■ **Your goal**: For each line of the listing that holds "LAKEWOOD", show the full line.

■ **Exercise data**:
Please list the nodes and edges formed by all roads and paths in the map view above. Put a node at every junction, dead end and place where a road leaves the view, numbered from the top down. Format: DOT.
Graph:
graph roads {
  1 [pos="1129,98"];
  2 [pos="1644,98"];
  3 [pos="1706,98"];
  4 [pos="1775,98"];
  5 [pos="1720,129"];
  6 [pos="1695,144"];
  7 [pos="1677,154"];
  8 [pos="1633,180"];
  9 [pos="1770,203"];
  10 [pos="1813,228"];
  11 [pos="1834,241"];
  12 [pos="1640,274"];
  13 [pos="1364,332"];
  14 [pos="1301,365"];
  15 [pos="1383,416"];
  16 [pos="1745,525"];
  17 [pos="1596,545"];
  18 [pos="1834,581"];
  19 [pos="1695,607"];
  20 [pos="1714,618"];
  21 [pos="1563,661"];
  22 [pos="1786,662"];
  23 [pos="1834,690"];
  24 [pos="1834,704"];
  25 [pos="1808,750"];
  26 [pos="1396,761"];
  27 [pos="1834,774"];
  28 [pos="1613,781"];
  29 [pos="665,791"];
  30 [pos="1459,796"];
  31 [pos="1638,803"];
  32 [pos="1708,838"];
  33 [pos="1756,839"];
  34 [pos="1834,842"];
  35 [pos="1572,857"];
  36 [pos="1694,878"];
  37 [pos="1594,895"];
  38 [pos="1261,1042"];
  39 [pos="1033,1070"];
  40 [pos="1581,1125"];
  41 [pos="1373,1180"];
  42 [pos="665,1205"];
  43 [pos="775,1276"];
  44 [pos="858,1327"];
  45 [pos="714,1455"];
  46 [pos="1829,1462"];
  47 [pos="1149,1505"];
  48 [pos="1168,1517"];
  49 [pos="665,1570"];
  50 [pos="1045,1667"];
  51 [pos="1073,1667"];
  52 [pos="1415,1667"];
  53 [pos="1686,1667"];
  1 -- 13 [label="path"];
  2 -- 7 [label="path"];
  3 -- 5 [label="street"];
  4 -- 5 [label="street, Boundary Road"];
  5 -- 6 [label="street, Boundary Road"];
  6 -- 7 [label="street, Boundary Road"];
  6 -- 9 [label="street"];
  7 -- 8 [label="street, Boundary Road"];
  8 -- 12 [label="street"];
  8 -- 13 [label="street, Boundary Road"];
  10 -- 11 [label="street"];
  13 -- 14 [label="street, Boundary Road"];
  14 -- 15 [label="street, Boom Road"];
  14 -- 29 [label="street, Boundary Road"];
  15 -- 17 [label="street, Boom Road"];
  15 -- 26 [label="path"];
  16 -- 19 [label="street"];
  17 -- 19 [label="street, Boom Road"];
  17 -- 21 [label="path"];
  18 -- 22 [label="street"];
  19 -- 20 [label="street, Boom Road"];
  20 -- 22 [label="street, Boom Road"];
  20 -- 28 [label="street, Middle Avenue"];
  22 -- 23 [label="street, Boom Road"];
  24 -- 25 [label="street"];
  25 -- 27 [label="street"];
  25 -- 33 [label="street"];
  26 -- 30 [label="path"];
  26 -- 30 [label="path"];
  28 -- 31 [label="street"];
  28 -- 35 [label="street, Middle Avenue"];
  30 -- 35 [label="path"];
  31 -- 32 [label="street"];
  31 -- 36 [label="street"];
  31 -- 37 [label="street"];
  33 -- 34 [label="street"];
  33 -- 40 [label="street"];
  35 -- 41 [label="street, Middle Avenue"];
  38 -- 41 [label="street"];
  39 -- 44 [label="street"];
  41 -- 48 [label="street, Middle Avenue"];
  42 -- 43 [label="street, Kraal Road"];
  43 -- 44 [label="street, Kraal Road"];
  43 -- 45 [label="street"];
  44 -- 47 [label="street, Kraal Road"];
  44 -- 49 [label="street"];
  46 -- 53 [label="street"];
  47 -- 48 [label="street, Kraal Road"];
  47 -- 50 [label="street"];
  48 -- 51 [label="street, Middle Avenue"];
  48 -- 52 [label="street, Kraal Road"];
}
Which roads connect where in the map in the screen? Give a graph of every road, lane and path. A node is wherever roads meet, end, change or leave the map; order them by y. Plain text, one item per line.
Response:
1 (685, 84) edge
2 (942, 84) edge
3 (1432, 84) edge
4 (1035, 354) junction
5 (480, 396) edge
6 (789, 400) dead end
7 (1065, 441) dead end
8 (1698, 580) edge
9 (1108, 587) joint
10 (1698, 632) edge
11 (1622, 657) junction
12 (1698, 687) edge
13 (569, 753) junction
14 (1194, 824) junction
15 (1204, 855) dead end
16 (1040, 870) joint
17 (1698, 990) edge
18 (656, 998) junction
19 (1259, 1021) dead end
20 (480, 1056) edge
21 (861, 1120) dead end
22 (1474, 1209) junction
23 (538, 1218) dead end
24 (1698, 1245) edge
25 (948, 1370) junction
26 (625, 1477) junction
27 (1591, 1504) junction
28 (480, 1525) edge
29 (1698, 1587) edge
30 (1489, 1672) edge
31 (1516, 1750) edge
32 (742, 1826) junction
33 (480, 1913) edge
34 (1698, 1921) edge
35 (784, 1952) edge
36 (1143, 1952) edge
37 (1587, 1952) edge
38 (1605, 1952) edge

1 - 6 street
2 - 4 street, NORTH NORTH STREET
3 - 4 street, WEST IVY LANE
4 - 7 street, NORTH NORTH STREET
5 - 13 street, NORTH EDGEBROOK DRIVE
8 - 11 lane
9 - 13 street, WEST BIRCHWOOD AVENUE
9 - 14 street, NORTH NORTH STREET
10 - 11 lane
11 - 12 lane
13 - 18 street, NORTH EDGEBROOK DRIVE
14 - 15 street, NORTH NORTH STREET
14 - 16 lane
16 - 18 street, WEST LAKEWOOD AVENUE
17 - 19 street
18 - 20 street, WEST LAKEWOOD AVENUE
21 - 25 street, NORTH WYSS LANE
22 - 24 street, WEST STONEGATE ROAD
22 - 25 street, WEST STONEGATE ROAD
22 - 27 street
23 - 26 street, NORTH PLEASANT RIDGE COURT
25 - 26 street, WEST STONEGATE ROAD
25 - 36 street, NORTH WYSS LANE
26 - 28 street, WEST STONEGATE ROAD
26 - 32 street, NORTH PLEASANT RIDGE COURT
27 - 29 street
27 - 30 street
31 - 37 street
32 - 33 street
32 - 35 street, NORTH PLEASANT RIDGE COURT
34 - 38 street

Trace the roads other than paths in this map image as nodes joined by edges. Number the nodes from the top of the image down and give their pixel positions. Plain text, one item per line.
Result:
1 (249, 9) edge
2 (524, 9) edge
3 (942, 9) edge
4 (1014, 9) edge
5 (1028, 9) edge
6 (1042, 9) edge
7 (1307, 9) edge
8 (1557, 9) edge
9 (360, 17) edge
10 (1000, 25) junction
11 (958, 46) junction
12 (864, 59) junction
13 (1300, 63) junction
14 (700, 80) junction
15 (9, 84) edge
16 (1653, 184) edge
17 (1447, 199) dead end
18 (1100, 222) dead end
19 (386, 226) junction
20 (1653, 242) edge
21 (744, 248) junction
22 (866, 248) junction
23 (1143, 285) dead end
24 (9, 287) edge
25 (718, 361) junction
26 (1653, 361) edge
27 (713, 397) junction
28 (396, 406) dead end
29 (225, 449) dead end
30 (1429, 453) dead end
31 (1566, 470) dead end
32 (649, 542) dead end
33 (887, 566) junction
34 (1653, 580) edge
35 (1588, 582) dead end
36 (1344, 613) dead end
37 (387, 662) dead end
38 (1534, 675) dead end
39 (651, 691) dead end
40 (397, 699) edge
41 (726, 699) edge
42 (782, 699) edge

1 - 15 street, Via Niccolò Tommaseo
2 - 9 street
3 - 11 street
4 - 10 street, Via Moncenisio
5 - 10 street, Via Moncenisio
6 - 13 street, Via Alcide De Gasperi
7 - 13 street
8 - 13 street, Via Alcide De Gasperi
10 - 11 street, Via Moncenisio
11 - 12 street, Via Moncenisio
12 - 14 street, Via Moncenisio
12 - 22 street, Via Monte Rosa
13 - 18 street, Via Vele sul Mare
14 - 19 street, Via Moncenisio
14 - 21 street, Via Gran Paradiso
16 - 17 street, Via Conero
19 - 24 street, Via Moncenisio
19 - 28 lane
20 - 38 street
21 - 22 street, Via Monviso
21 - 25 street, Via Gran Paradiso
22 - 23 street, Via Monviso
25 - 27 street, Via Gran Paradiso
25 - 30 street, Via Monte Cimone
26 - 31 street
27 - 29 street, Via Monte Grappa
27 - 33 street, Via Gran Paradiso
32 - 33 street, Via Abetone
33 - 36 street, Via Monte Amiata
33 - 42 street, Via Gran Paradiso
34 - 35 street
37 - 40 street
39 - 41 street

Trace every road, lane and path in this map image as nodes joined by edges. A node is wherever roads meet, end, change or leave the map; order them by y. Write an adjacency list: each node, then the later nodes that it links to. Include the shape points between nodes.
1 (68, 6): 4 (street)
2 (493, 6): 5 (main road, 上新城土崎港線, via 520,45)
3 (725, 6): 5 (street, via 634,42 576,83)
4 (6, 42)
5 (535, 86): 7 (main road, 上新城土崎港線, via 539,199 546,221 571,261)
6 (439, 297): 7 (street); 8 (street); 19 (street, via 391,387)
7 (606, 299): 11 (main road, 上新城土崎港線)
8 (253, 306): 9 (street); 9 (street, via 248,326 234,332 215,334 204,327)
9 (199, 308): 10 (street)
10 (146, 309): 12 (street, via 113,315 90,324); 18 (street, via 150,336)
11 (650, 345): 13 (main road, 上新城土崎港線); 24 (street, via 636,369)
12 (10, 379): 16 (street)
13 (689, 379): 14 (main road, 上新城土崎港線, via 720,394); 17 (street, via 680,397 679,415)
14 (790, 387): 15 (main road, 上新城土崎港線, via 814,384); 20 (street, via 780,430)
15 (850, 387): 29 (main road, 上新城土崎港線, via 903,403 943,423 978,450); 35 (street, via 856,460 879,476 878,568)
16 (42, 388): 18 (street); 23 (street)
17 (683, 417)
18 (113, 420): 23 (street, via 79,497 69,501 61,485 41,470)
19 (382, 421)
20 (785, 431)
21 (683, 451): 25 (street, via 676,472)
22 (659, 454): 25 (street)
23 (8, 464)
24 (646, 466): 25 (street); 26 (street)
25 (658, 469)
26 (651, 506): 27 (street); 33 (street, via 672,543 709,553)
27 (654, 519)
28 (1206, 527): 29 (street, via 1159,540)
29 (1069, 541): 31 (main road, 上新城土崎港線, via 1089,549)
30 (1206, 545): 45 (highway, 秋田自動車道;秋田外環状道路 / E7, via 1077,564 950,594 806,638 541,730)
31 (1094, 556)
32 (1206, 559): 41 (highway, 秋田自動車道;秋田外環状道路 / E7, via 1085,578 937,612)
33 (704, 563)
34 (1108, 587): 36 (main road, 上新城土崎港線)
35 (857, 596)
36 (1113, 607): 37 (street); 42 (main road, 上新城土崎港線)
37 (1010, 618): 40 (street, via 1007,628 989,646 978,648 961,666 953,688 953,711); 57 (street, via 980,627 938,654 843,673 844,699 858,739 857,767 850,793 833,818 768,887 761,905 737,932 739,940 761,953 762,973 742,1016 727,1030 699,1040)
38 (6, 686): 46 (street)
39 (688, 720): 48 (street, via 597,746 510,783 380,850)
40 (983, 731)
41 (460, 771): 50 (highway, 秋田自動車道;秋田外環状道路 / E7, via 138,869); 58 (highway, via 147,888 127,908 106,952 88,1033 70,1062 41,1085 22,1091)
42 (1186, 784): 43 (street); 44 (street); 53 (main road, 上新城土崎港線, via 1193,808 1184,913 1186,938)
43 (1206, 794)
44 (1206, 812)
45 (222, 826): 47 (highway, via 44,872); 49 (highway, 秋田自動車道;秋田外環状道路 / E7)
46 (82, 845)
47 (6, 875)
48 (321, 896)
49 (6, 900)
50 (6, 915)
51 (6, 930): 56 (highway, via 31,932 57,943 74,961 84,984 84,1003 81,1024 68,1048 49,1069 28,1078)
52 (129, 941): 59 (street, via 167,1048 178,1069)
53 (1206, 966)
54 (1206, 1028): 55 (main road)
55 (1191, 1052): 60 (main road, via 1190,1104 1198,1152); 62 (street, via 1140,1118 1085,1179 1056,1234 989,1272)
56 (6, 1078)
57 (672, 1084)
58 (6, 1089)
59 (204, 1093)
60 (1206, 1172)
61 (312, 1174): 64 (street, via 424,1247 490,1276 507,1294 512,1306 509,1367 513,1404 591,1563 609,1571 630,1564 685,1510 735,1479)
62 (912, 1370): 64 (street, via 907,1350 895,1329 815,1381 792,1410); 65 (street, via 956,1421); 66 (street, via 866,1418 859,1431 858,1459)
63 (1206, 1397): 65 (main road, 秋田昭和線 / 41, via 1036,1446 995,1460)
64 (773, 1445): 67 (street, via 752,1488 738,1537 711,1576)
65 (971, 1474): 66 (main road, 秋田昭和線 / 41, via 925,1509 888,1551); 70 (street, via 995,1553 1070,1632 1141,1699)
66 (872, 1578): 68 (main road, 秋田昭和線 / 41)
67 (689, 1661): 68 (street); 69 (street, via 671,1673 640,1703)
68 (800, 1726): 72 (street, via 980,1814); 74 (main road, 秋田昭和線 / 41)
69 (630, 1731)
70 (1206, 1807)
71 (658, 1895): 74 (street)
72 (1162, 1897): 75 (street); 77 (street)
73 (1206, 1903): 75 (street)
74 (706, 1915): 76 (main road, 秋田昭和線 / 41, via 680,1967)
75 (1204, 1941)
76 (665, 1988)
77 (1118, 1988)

■ **Solution**:
16 - 18 street, WEST LAKEWOOD AVENUE
18 - 20 street, WEST LAKEWOOD AVENUE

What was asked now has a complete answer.